For example, Qatar's two LNG supply companies, which have signed sales and purchase agreements for more than 18 million tpy and plan more, will have more than 3 million tpy of incremental LNG available from now until 2005, due to the ramp-up schedules.
It is likely that this volume will be used to bridge to longer term sales or sold into the spot market.
Eastern, Western markets
There are two LNG markets: West of Suez, or the Atlantic basin where the LNG trade began in 1964; and East Asia.
The Atlantic basin LNG market currently includes Belgium, France, Italy, Spain, Turkey, and the US. Plans are underway to import LNG into Greece and Portugal, and possibly into Brazil, Lebanon, and Israel.
The East Asian LNG market includes Japan, South Korea, and Taiwan, soon to be followed by India and China.
Current LNG import volumes along with LNG supply projects underway or possible are shown in Tables 1-4.
Projections for 2010 are averaged from several published sources, including Cedigaz, and the US Department of Energy. Both eastern and western LNG markets are projected to double in the coming decade.
LNG from Algeria has been received at Belgium's Distrigaz LNG terminal in Zeebrugge since 1987. The amount of more than 3 million tpy is supplemented by much smaller quantities of spot sales, in some cases for other customers (such as Gaz de France and Spain's Enagas).

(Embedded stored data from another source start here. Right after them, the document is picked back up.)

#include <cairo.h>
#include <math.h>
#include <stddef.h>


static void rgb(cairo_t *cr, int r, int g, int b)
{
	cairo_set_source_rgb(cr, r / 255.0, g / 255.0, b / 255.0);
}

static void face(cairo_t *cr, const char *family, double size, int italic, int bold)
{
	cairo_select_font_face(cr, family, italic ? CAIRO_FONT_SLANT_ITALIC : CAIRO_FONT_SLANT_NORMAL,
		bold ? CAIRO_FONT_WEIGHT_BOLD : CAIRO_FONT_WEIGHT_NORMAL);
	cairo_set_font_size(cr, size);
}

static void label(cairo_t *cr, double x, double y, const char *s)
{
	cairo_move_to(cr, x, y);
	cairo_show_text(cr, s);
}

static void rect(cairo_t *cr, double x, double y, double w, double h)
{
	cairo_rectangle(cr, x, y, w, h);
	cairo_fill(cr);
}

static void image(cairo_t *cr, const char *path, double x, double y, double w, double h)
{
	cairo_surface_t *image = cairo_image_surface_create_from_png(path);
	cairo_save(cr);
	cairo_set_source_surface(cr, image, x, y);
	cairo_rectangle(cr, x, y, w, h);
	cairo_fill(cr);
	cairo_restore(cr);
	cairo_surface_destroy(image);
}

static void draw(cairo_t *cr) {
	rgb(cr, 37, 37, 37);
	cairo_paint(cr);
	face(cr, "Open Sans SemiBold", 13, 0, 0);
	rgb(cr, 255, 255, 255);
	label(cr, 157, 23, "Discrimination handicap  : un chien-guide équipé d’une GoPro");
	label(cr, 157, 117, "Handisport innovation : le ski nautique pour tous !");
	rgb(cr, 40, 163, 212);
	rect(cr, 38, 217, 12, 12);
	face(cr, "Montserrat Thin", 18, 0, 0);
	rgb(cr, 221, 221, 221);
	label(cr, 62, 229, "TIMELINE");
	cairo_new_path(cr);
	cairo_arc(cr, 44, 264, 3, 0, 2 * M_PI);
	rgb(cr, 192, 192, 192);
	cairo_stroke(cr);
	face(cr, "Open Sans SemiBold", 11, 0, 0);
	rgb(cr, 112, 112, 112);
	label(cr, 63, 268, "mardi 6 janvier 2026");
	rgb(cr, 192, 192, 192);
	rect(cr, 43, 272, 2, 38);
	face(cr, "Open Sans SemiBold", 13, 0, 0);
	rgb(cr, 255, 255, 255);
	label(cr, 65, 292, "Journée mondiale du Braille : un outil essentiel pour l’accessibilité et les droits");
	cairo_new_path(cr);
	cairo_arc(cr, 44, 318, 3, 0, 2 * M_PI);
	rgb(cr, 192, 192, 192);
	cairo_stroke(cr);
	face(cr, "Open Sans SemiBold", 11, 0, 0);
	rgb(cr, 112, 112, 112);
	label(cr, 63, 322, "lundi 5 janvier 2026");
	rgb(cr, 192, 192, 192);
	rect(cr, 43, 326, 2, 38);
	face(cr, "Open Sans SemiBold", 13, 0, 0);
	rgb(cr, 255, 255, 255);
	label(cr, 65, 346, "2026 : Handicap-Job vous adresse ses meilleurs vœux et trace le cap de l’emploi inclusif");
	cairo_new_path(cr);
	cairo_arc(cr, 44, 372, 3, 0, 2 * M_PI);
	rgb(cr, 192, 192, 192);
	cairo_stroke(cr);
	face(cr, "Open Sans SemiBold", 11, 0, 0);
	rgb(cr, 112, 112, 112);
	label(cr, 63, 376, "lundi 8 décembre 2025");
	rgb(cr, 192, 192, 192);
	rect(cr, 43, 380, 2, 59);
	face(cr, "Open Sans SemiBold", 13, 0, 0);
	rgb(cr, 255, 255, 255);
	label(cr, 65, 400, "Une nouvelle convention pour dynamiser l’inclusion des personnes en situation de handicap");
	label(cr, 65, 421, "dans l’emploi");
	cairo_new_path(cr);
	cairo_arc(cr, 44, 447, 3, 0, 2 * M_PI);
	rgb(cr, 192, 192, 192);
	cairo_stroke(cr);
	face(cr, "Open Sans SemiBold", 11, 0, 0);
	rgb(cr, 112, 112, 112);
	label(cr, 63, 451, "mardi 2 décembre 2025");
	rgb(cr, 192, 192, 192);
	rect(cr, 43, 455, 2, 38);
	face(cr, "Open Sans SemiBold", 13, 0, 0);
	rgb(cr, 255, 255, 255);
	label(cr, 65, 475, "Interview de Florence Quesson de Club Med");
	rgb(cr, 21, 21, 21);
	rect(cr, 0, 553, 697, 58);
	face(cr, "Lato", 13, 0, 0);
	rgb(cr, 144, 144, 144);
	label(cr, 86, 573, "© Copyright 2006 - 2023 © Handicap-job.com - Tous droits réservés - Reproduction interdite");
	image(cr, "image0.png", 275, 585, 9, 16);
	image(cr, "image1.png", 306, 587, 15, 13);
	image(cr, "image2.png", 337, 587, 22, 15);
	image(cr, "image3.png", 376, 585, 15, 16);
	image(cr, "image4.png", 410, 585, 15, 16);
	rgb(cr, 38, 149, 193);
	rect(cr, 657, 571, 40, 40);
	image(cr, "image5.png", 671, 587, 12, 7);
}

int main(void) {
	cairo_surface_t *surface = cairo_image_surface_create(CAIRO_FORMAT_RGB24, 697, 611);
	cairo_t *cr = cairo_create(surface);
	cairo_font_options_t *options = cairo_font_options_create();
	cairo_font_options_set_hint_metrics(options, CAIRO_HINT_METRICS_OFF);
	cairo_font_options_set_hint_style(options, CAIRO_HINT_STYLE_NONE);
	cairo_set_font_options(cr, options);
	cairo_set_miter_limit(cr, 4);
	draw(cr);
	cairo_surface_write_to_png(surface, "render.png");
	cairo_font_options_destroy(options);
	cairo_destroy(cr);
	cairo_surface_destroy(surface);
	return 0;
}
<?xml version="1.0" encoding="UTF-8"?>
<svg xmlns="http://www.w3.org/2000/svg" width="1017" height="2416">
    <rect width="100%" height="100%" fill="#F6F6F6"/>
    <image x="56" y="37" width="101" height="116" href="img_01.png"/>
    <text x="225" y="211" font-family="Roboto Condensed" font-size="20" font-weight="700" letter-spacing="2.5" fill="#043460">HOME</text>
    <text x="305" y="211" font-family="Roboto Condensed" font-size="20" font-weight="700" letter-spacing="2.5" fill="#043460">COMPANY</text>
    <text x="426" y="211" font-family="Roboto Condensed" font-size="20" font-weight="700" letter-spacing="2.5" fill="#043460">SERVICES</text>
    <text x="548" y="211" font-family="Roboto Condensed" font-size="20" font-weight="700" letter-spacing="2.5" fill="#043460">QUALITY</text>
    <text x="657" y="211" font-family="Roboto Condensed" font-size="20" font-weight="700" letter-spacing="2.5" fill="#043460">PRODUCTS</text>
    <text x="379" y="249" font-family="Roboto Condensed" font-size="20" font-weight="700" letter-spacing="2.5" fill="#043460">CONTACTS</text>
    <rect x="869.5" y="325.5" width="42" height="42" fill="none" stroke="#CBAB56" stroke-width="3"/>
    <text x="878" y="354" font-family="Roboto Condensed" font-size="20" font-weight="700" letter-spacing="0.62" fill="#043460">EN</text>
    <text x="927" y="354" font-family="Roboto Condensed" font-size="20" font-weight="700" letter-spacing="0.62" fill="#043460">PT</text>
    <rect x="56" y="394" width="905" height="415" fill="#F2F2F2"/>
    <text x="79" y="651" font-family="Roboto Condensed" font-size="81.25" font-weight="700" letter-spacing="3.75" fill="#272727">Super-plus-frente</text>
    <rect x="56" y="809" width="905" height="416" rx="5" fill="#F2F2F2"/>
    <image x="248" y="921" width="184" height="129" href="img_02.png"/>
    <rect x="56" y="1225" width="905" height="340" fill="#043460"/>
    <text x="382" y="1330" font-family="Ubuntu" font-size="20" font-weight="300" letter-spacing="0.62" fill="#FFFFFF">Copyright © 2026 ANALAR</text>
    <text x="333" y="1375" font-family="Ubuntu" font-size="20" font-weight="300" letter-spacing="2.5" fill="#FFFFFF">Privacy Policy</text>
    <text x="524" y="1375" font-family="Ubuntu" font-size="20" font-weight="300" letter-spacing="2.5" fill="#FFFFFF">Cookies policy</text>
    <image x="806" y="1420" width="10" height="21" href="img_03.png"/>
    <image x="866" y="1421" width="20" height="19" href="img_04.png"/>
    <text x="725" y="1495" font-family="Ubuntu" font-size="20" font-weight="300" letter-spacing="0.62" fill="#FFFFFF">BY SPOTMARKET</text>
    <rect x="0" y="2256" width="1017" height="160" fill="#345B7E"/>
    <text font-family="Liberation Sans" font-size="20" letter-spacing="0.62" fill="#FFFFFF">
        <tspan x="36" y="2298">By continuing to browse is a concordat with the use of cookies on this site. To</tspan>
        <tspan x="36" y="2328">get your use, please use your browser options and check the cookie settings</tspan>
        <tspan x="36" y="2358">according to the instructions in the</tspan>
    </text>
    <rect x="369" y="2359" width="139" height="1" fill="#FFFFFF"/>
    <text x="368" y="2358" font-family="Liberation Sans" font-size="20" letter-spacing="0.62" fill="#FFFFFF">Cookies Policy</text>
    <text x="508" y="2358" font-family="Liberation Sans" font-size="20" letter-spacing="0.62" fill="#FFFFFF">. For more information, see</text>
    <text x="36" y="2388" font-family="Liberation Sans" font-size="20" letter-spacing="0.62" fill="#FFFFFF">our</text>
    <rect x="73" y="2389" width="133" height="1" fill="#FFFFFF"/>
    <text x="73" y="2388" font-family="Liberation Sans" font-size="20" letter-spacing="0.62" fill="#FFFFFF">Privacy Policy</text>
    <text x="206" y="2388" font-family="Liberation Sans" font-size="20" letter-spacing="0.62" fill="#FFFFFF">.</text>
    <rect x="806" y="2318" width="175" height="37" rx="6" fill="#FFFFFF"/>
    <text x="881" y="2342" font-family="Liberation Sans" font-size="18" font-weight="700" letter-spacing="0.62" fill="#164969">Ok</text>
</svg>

Although Belgium has been growing in importance as a regional gas hub-especially with the completion of the UK Interconnector gas pipeline-LNG imports are unlikely to increase significantly into northwest Europe.
France started importing LNG from Algeria in 1965, and current contracts amount to 7.5 million tpy, imported into the LNG terminals at Fos-sur-Mer and Montoir-de-Bretagne. In addition, Gaz de France (GdF) has agreed with the Italian utility, ENEL, to take 2.5 million tpy of Nigerian LNG at Montoir as part of a swap agreement.
GdF will divert 1 million tpy of Algerian LNG from Fos to the SNAM terminal at La Spezia and will also turn 2 billion cu m/year (bcm/year) of its Russian gas to Italy by way of the TAG pipeline through Austria.
The Italian gas market has more than doubled in the past 2 decades, and demand in 1998 was more than 62 bcm. It is forecast to increase again to more than 90 bcm/year in 2010. Currently, SNAM, the state-owned company, imports 95% of natural gas into Italy, but Italy is moving towards deregulation in line with European Union (EU) directives.
While most gas is and will continue to be imported through pipelines from Algeria and Russia, LNG has an important role. The SNAM terminal at Panigaglia, near La Spezia, which has been in operation since 1971, was modernized in 1992 and now has a capacity of 2.5 million tpy.
The need for additional LNG terminals, particularly in the north, has been recognized for some time. Two attempts to permit LNG terminals, at Montalto di Castro and Monfalcone, were unsuccessful due to local opposition. Therefore, new LNG supplies to ENEL had to be re-routed through France.
Recently, Mobil and Edison Gas have been cooperating on a proposed offshore terminal in the northern Adriatic.10
In Greece, the recently completed Revithoussa LNG terminal will import 0.6 million tpy of LNG from Algeria.
Spain's 1998 Hydrocarbons Law will liberalize the country's gas markets in the coming decade. The law will allow third-party access to the existing Spanish gas infrastructure, including LNG terminals, storage facilities, pipelines, and international gas connectors.
Capacities at the LNG terminals at Barcelona, Cartagena, and Huelva have been expanded, and a new terminal may be constructed in Bilbao.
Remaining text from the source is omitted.